The business community in America learned long time ago that Christmas was their pot of gold. Our children are particularly vulnerable to their savvy marketing strategies. It’s not their fault they’re lured in. It’s our job to be intentional about helping our kids navigate the tsunami that bombards them from October to December… how are we doing with that?
Here are some ideas to help:
*Limit TV time—the ads draw them in. Seriously, if you limit TV time you will be amazed at how many things they don’t know they should ask for!
*Focus on giving rather than receiving (volunteer as a family to help the needy in your community, give to needy children etc).
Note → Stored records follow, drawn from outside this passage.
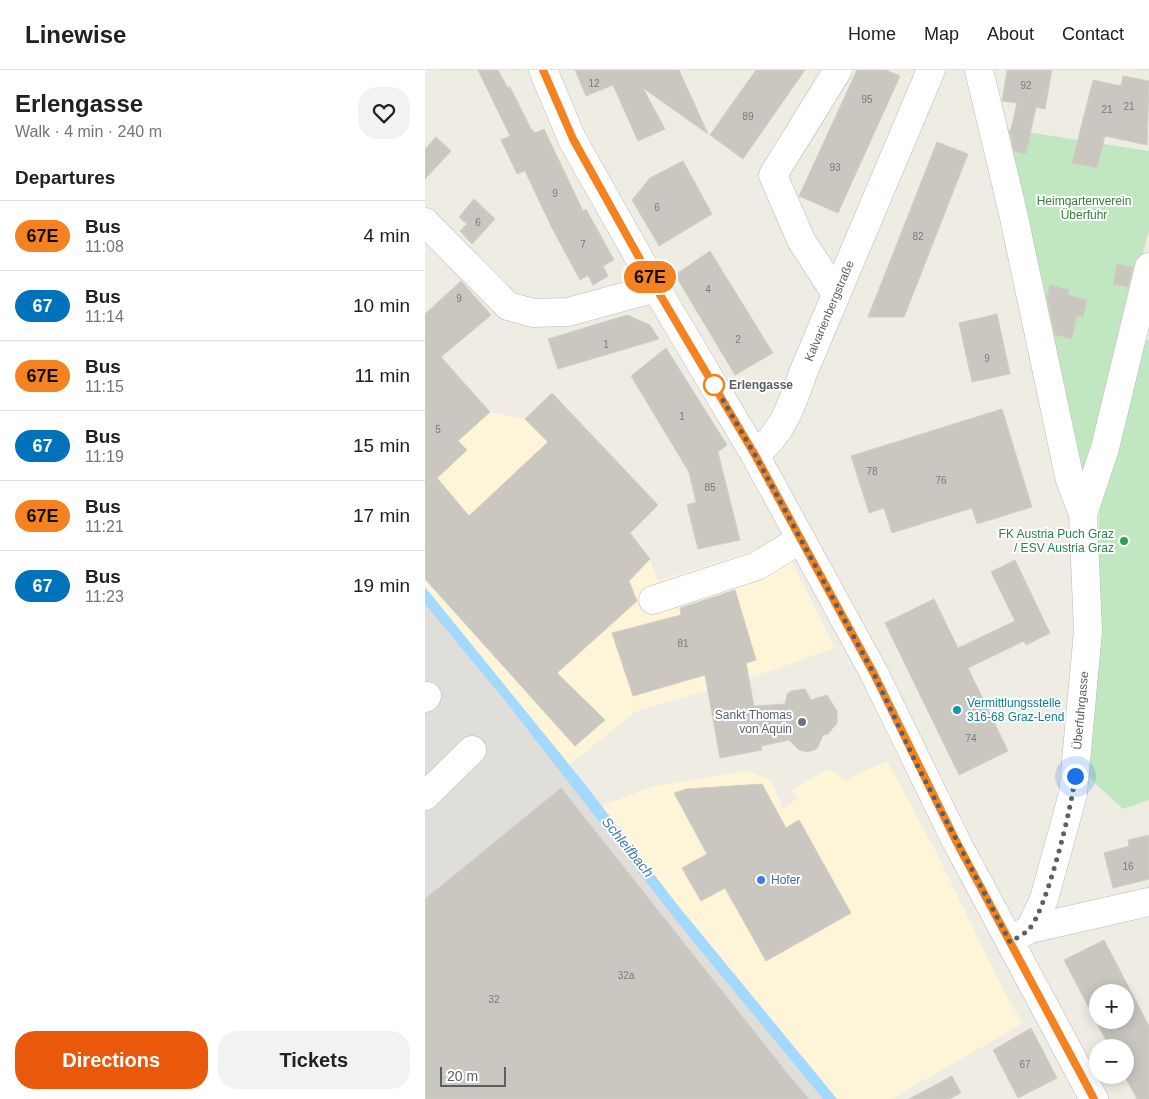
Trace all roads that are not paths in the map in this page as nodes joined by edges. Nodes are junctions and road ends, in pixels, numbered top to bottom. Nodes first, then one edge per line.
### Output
1 (543, 70) edge
2 (838, 70) edge
3 (931, 70) edge
4 (979, 70) edge
5 (425, 222) edge
6 (1149, 267) edge
7 (656, 288) junction
8 (836, 294) junction
9 (755, 455) junction
10 (1083, 514) junction
11 (801, 540) junction
12 (653, 600) dead end
13 (472, 750) dead end
14 (425, 796) edge
15 (1149, 902) edge
16 (1020, 935) junction
17 (1094, 1099) edge

1 - 7 street
2 - 8 street
3 - 8 street, Kalvarienbergstraße
4 - 10 street, Überfuhrgasse
5 - 7 street
6 - 10 street, Überfuhrgasse
7 - 9 street
8 - 9 street, Kalvarienbergstraße
9 - 11 street
10 - 16 street, Überfuhrgasse
11 - 12 street
11 - 16 street
13 - 14 street
15 - 16 street
16 - 17 street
*Set a budget and let your kids know the limits. We had our kids write their lists and prioritize what they wanted. If they asked for a big-ticket item we would let them know that (if we could afford it) they may only have that gift under the tree. When my daughter was little she loved lots of gifts. She often opted for the inexpensive gifts so she could have more presents to open. My son liked the bigger ticket items and was totally content with just a few gifts.
*Most important: wrap every Christmas tradition in the anticipation of the birth of the Savior of the World. We can give our kids tools to help cultivate contentment, but true contentment will forever elude them if they don’t find it in Jesus above all else.
Finally dear friends, pursue experiencing contentment this Christmas Season yourself. Let the Lover of your soul fill your deepest needs and heartfelt longings. If you find contentment in Jesus, your kids will follow your lead.
Contentment: An internal satisfaction which does not demand changes in external circumstances—Holman Bible Dictionary.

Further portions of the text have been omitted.